# Struggles and Support > Frustration and Struggles >  >  Waking up down

## RawrJessiRawr

I hate those days when you wake up and you feel this overpowering depression upon you -.- this is one of those days.

----------


## est

Yeah, that's everyday for me. I know what you're talking about, and I feel that way every morning waking up to just go to work. At least my cat wakes me when I have a few more hours to go before work, and I can relish the fact that I don't need to get up for three more hours. It's almost like I want to sleep forever, and all I do is sleep on the weekends. But the realization of waking and knowing what your life consists of is frustratingly depressing. At least for me.

----------


## Secretly Pretentious

Yeah, I hear ya. It's frustrating feeling down for seemingly no (external) reason. If it hasn't passed already, I hope it passes soon, RawrJessiJawr.

----------


## Koalafan

Im definitely having one of those days too  ::(: 

 :Hug:

----------


## Chantellabella

I'm sorry that you guys and ladies are having it rough. That's no fun at all, is it? It's hard to break out of that funk once you're in it.

----------


## RawrJessiRawr

Yea im feeling it again -.- i hate it

----------


## cmed

I get the opposite of this. I wake up feeling alright, then as the day progresses I feel more like shit. Especially right before bed.

----------


## IllusionOfHappiness

> I get the opposite of this. I wake up feeling alright, then as the day progresses I feel more like shit. Especially right before bed.



This is usually how it works for me as well. I wake up and all these thoughts of things I'm going to accomplish rush through my brain. As time goes by, I lose my motivation and feel less and less like any of that is going to happen.

----------


## Anteros

All too often.

----------


## SweetsoulSister

> I get the opposite of this. I wake up feeling alright, then as the day progresses I feel more like shit. Especially right before bed.

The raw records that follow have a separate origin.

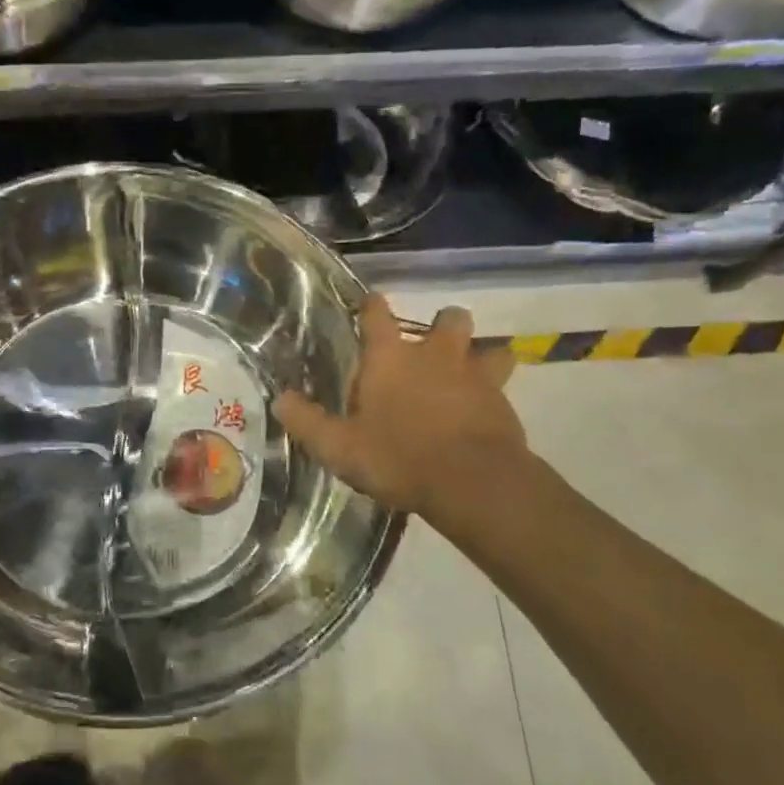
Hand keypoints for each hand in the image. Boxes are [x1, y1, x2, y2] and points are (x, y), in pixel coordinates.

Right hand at [274, 296, 528, 520]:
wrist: (472, 482)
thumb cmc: (397, 457)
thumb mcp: (339, 447)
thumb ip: (308, 422)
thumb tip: (280, 400)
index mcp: (390, 359)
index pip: (377, 315)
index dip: (372, 305)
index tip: (370, 302)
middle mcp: (435, 355)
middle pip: (449, 318)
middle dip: (442, 325)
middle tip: (431, 348)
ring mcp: (475, 375)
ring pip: (488, 347)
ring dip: (479, 355)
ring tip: (468, 375)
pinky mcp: (503, 402)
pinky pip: (502, 385)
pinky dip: (494, 393)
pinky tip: (485, 412)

Same-  usually the day starts off pretty good, I get some running in etc... some good coffee, music!  work....feeling positive and as the day progresses I start winding downwards. By evening I'm done. Sometimes if I'm dealing with bad depressive issues or triggers from people night can be awful  ::(:

----------


## CeCe

> Same-  usually the day starts off pretty good, I get some running in etc... some good coffee, music!  work....feeling positive and as the day progresses I start winding downwards. By evening I'm done. Sometimes if I'm dealing with bad depressive issues or triggers from people night can be awful



This. ^^   :Hug:

----------


## Antidote

Have been feeling like that for several days now. Today I woke up slightly more up though. Idk what kind of day tomorrow will be.

----------